A via Margutta arriva White King: l’arte incontra il genio
Una mostra per scoprire un artista e il suo modo di comunicare su tela. Personalità e follia, genio e istinto, forza e incisione. White King è tutto questo. E per trasmetterlo e farlo vivere ha scelto la via degli artisti per eccellenza: via Margutta. Qui, il 7 e l’8 ottobre esporrà in una personale allestita a Spazio Margutta la sua arte, il suo modo di fare arte e trasmettere emozioni. E per per la prima volta esporrà la sua ultima opera: “Il Leone“.
Artista eclettico
Un artista eclettico, che non potrebbe mai esser scontato per natura. Riuscire a ricondurre a una precisa modalità estetica il suo lavoro, trovarne un’etichetta, un nome, incasellarlo in una corrente è un’impresa impossibile o quasi.

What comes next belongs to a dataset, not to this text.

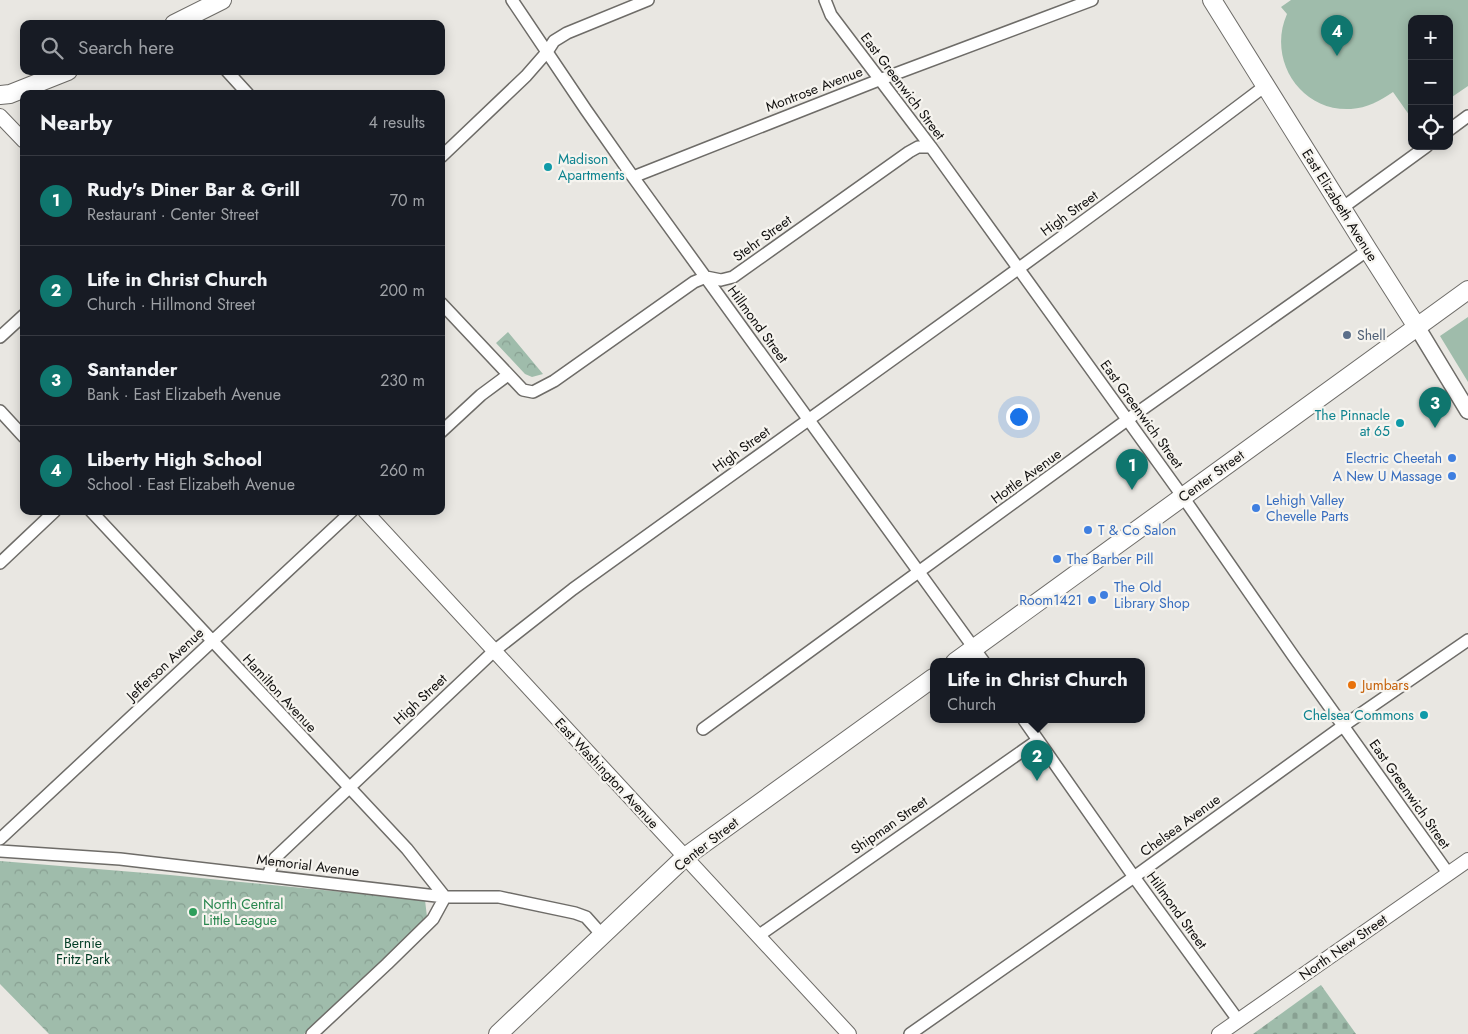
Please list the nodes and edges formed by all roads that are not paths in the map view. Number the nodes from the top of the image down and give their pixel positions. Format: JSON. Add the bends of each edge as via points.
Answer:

Forse per il naturale eclettismo che lo contraddistingue, forse per la carica dirompente che emanano le sue opere, forse per l’afflato misterico, quasi metafisico, con cui affronta la tela. Questo perché l’intera produzione dell’artista mette in crisi qualsiasi possibilità di sintesi. White King non supera le contraddizioni del proprio gesto creativo, piuttosto le abita trasformando le sue opere in una lotta infinita: senza quiete e senza pace, proprio come il loro autore. Solo nello scontro di colori, di particelle e molecole, di istinto e ragione, l’opera svela un’anima.
Arte da toccare
Non è un caso che i lavori di White King restituiscano un’autentica apologia del tatto: toccare con mano, colare, sporcare, gettare. La mano agisce un attimo prima che la mente le imponga di farlo: l’impulso rappresenta l’input inconscio da cui nascono e germogliano forme, figure e animali. Nelle opere di White King due anime sono in lotta tra di loro: da una parte l’artista istintivo che cavalca l’estasi febbrile dell’istante, che fa dell’impulsività la forza promotrice del suo lavoro; dall’altra l’artista razionale, pittorico, quello che a posteriori analizza, deduce, riflette sull’opera, ne studia i margini e ne insegue forme e concetti. Ma il suo gesto pittorico, alla fine, si rivela irriducibile perché eccede costantemente i limiti della ragione. Le sue sono opere che non si possono dire senza tradirne il senso. Le parole non bastano.
Genio e follia
Il suo genio creativo si genera attraverso diversi stadi di impulso fino a rasentare la follia. E quel punto di non ritorno, quell’ultima colonna, White King la vuole superare. Dopo aver inventato il Pouring Figurativo Spin Art, rintraccia in quelle colate acriliche ancora un margine di ragione e tenta ostinatamente di abbattere quel residuo, anche se questo significa lottare contro se stesso: inseguire un’opera che sia puro impulso, pura, dionisiaca follia. D’altronde le sue mani si muovono come se fossero eterodirette: l’istante creativo è quello estatico per eccellenza, in cui il soggetto perde il controllo e si scopre fuori di sé, abitato dall’Altro.
Opere da vivere
Il destino, con le sue traiettorie paradossali, riprende il suo gioco: quelle forme sono destinate a diventare tali, come se la mano fosse un tramite volto a generare ciò che prima non si poteva vedere ma era fatto per vedersi. Di qui le Opere del Destino e l’Arte Impossibile nella loro forma più autentica. Ci si potrebbe chiedere come White King sia arrivato a questi risultati girando semplicemente il quadro. Queste macchie di colore possiedono una forma e un’anima, che siano messaggi, forme di dialogo, codici segreti che chi ammira i suoi quadri deve saper cogliere. Interpretare. Vivere.
Il pensiero
È in questa speranza che White King lancia un monito: bisogna credere nell’impossibile per realizzarlo, è l’unico modo per non essere schiavi del proprio tempo. Per entrare nel mondo di White King basta visitare la sua personale, in via Margutta il 7 e l’8 ottobre, che regalerà a Roma un nuovo modo di fare arte e unirsi in un connubio unico con lei.